*ASSIGNED TASK:* Repeat, word for word, all the data that follows, and exclude the pictures.

*RECORDS PROVIDED:*
——

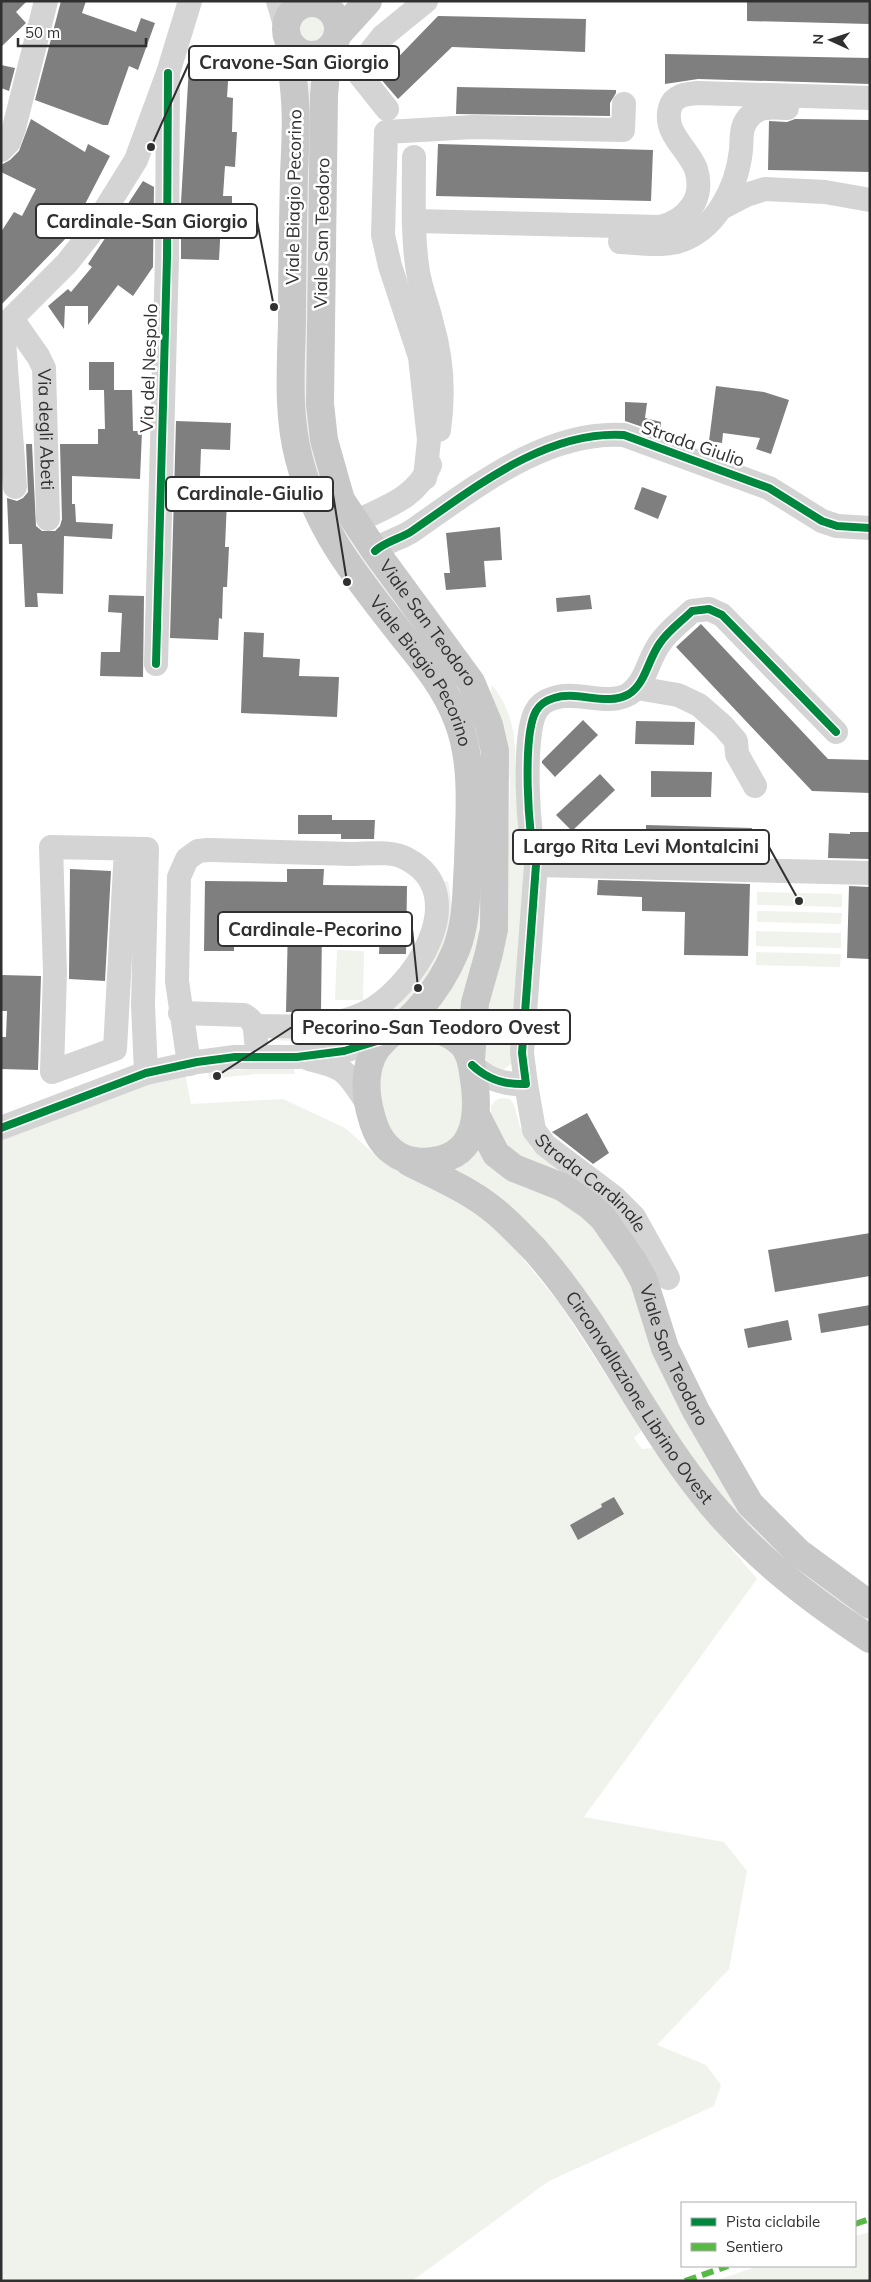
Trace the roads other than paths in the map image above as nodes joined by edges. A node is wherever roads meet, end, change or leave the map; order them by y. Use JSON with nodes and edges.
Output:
{"nodes":[{"id":1,"x":46,"y":1,"type":"edge"},
{"id":2,"x":190,"y":1,"type":"edge"},
{"id":3,"x":368,"y":1,"type":"edge"},
{"id":4,"x":426,"y":1,"type":"edge"},
{"id":5,"x":310,"y":2,"type":"edge"},
{"id":6,"x":284,"y":23,"type":"edge"},
{"id":7,"x":335,"y":40,"type":"junction"},
{"id":8,"x":168,"y":73,"type":"junction"},
{"id":9,"x":870,"y":98,"type":"edge"},
{"id":10,"x":624,"y":104,"type":"dead end"},
{"id":11,"x":387,"y":109,"type":"dead end"},
{"id":12,"x":870,"y":110,"type":"edge"},
{"id":13,"x":1,"y":150,"type":"edge"},
{"id":14,"x":414,"y":157,"type":"dead end"},
{"id":15,"x":870,"y":200,"type":"edge"},
{"id":16,"x":721,"y":208,"type":"junction"},
{"id":17,"x":414,"y":221,"type":"junction"},
{"id":18,"x":576,"y":225,"type":"junction"},
{"id":19,"x":5,"y":325,"type":"edge"},
{"id":20,"x":425,"y":478,"type":"junction"},
{"id":21,"x":15,"y":487,"type":"dead end"},
{"id":22,"x":48,"y":519,"type":"dead end"},
{"id":23,"x":355,"y":522,"type":"junction"},
{"id":24,"x":870,"y":528,"type":"edge"},
{"id":25,"x":375,"y":551,"type":"junction"},
{"id":26,"x":156,"y":664,"type":"dead end"},
{"id":27,"x":637,"y":688,"type":"junction"},
{"id":28,"x":836,"y":732,"type":"dead end"},
{"id":29,"x":755,"y":786,"type":"dead end"},
{"id":30,"x":126,"y":849,"type":"junction"},
{"id":31,"x":536,"y":865,"type":"junction"},
{"id":32,"x":870,"y":873,"type":"edge"},
{"id":33,"x":180,"y":1013,"type":"junction"},
{"id":34,"x":256,"y":1026,"type":"junction"},
{"id":35,"x":390,"y":1035,"type":"junction"},
{"id":36,"x":256,"y":1056,"type":"junction"},
{"id":37,"x":297,"y":1056,"type":"junction"},
{"id":38,"x":472,"y":1062,"type":"junction"},
{"id":39,"x":189,"y":1064,"type":"junction"},
{"id":40,"x":146,"y":1073,"type":"junction"},
{"id":41,"x":519,"y":1085,"type":"junction"},
{"id":42,"x":368,"y":1104,"type":"junction"},
{"id":43,"x":476,"y":1112,"type":"junction"},
{"id":44,"x":1,"y":1128,"type":"edge"},
{"id":45,"x":409,"y":1162,"type":"junction"},
{"id":46,"x":668,"y":1278,"type":"dead end"},
{"id":47,"x":870,"y":1605,"type":"edge"},
{"id":48,"x":870,"y":1639,"type":"edge"}],
"edges":[{"from":1,"to":13,"type":"street"},
{"from":2,"to":8,"type":"street"},
{"from":3,"to":7,"type":"main road","name":"Viale San Teodoro"},
{"from":4,"to":11,"type":"street"},
{"from":5,"to":6,"type":"main road"},
{"from":5,"to":7,"type":"main road"},
{"from":6,"to":7,"type":"main road"},
{"from":6,"to":35,"type":"main road","name":"Viale Biagio Pecorino"},
{"from":7,"to":23,"type":"main road","name":"Viale San Teodoro"},
{"from":8,"to":19,"type":"street"},
{"from":8,"to":26,"type":"street","name":"Via del Nespolo"},
{"from":9,"to":18,"type":"street"},
{"from":10,"to":20,"type":"street"},
{"from":12,"to":16,"type":"street"},
{"from":14,"to":17,"type":"street"},
{"from":15,"to":16,"type":"street"},
{"from":16,"to":18,"type":"street"},
{"from":17,"to":18,"type":"street"},
{"from":17,"to":20,"type":"street"},
{"from":19,"to":21,"type":"street"},
{"from":19,"to":22,"type":"street","name":"Via degli Abeti"},
{"from":20,"to":23,"type":"street"},
{"from":23,"to":25,"type":"main road","name":"Viale San Teodoro"},
{"from":24,"to":25,"type":"street","name":"Strada Giulio"},
{"from":25,"to":38,"type":"main road","name":"Viale San Teodoro"},
{"from":27,"to":28,"type":"street"},
{"from":27,"to":29,"type":"street"},
{"from":27,"to":31,"type":"street","name":"Strada Cardinale"},
{"from":30,"to":30,"type":"street"},
{"from":30,"to":40,"type":"street"},
{"from":31,"to":32,"type":"street"},
{"from":31,"to":41,"type":"street","name":"Strada Cardinale"},
{"from":33,"to":34,"type":"street"},
{"from":33,"to":34,"type":"street"},
{"from":33,"to":39,"type":"street"},
{"from":34,"to":36,"type":"street"},
{"from":35,"to":37,"type":"street"},
{"from":35,"to":38,"type":"main road"},
{"from":35,"to":42,"type":"main road"},
{"from":36,"to":37,"type":"street"},
{"from":36,"to":39,"type":"street"},
{"from":37,"to":42,"type":"street"},
{"from":38,"to":41,"type":"street"},
{"from":38,"to":43,"type":"main road"},
{"from":39,"to":40,"type":"street"},
{"from":40,"to":44,"type":"street"},
{"from":41,"to":43,"type":"street"},
{"from":41,"to":46,"type":"street","name":"Strada Cardinale"},
{"from":42,"to":45,"type":"main road"},
{"from":43,"to":45,"type":"main road"},
{"from":43,"to":47,"type":"main road","name":"Viale San Teodoro"},
{"from":45,"to":48,"type":"main road","name":"Circonvallazione Librino Ovest"}]}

——

*SOLVED PROBLEM:*
Trace the roads other than paths in the map image above as nodes joined by edges. A node is wherever roads meet, end, change or leave the map; order them by y. Use JSON with nodes and edges.
Output:
{"nodes":[{"id":1,"x":46,"y":1,"type":"edge"},
{"id":2,"x":190,"y":1,"type":"edge"},
{"id":3,"x":368,"y":1,"type":"edge"},
{"id":4,"x":426,"y":1,"type":"edge"},
{"id":5,"x":310,"y":2,"type":"edge"},
{"id":6,"x":284,"y":23,"type":"edge"},
{"id":7,"x":335,"y":40,"type":"junction"},
{"id":8,"x":168,"y":73,"type":"junction"},
{"id":9,"x":870,"y":98,"type":"edge"},
{"id":10,"x":624,"y":104,"type":"dead end"},
{"id":11,"x":387,"y":109,"type":"dead end"},
{"id":12,"x":870,"y":110,"type":"edge"},
{"id":13,"x":1,"y":150,"type":"edge"},
{"id":14,"x":414,"y":157,"type":"dead end"},
{"id":15,"x":870,"y":200,"type":"edge"},
{"id":16,"x":721,"y":208,"type":"junction"},
{"id":17,"x":414,"y":221,"type":"junction"},
{"id":18,"x":576,"y":225,"type":"junction"},
{"id":19,"x":5,"y":325,"type":"edge"},
{"id":20,"x":425,"y":478,"type":"junction"},
{"id":21,"x":15,"y":487,"type":"dead end"},
{"id":22,"x":48,"y":519,"type":"dead end"},
{"id":23,"x":355,"y":522,"type":"junction"},
{"id":24,"x":870,"y":528,"type":"edge"},
{"id":25,"x":375,"y":551,"type":"junction"},
{"id":26,"x":156,"y":664,"type":"dead end"},
{"id":27,"x":637,"y":688,"type":"junction"},
{"id":28,"x":836,"y":732,"type":"dead end"},
{"id":29,"x":755,"y":786,"type":"dead end"},
{"id":30,"x":126,"y":849,"type":"junction"},
{"id":31,"x":536,"y":865,"type":"junction"},
{"id":32,"x":870,"y":873,"type":"edge"},
{"id":33,"x":180,"y":1013,"type":"junction"},
{"id":34,"x":256,"y":1026,"type":"junction"},
{"id":35,"x":390,"y":1035,"type":"junction"},
{"id":36,"x":256,"y":1056,"type":"junction"},
{"id":37,"x":297,"y":1056,"type":"junction"},
{"id":38,"x":472,"y":1062,"type":"junction"},
{"id":39,"x":189,"y":1064,"type":"junction"},
{"id":40,"x":146,"y":1073,"type":"junction"},
{"id":41,"x":519,"y":1085,"type":"junction"},
{"id":42,"x":368,"y":1104,"type":"junction"},
{"id":43,"x":476,"y":1112,"type":"junction"},
{"id":44,"x":1,"y":1128,"type":"edge"},
{"id":45,"x":409,"y":1162,"type":"junction"},
{"id":46,"x":668,"y":1278,"type":"dead end"},
{"id":47,"x":870,"y":1605,"type":"edge"},
{"id":48,"x":870,"y":1639,"type":"edge"}],
"edges":[{"from":1,"to":13,"type":"street"},
{"from":2,"to":8,"type":"street"},
{"from":3,"to":7,"type":"main road","name":"Viale San Teodoro"},
{"from":4,"to":11,"type":"street"},
{"from":5,"to":6,"type":"main road"},
{"from":5,"to":7,"type":"main road"},
{"from":6,"to":7,"type":"main road"},
{"from":6,"to":35,"type":"main road","name":"Viale Biagio Pecorino"},
{"from":7,"to":23,"type":"main road","name":"Viale San Teodoro"},
{"from":8,"to":19,"type":"street"},
{"from":8,"to":26,"type":"street","name":"Via del Nespolo"},
{"from":9,"to":18,"type":"street"},
{"from":10,"to":20,"type":"street"},
{"from":12,"to":16,"type":"street"},
{"from":14,"to":17,"type":"street"},
{"from":15,"to":16,"type":"street"},
{"from":16,"to":18,"type":"street"},
{"from":17,"to":18,"type":"street"},
{"from":17,"to":20,"type":"street"},
{"from":19,"to":21,"type":"street"},
{"from":19,"to":22,"type":"street","name":"Via degli Abeti"},
{"from":20,"to":23,"type":"street"},
{"from":23,"to":25,"type":"main road","name":"Viale San Teodoro"},
{"from":24,"to":25,"type":"street","name":"Strada Giulio"},
{"from":25,"to":38,"type":"main road","name":"Viale San Teodoro"},
{"from":27,"to":28,"type":"street"},
{"from":27,"to":29,"type":"street"},
{"from":27,"to":31,"type":"street","name":"Strada Cardinale"},
{"from":30,"to":30,"type":"street"},
{"from":30,"to":40,"type":"street"},
{"from":31,"to":32,"type":"street"},
{"from":31,"to":41,"type":"street","name":"Strada Cardinale"},
{"from":33,"to":34,"type":"street"},
{"from":33,"to":34,"type":"street"},
{"from":33,"to":39,"type":"street"},
{"from":34,"to":36,"type":"street"},
{"from":35,"to":37,"type":"street"},
{"from":35,"to":38,"type":"main road"},
{"from":35,"to":42,"type":"main road"},
{"from":36,"to":37,"type":"street"},
{"from":36,"to":39,"type":"street"},
{"from":37,"to":42,"type":"street"},
{"from":38,"to":41,"type":"street"},
{"from":38,"to":43,"type":"main road"},
{"from":39,"to":40,"type":"street"},
{"from":40,"to":44,"type":"street"},
{"from":41,"to":43,"type":"street"},
{"from":41,"to":46,"type":"street","name":"Strada Cardinale"},
{"from":42,"to":45,"type":"main road"},
{"from":43,"to":45,"type":"main road"},
{"from":43,"to":47,"type":"main road","name":"Viale San Teodoro"},
{"from":45,"to":48,"type":"main road","name":"Circonvallazione Librino Ovest"}]}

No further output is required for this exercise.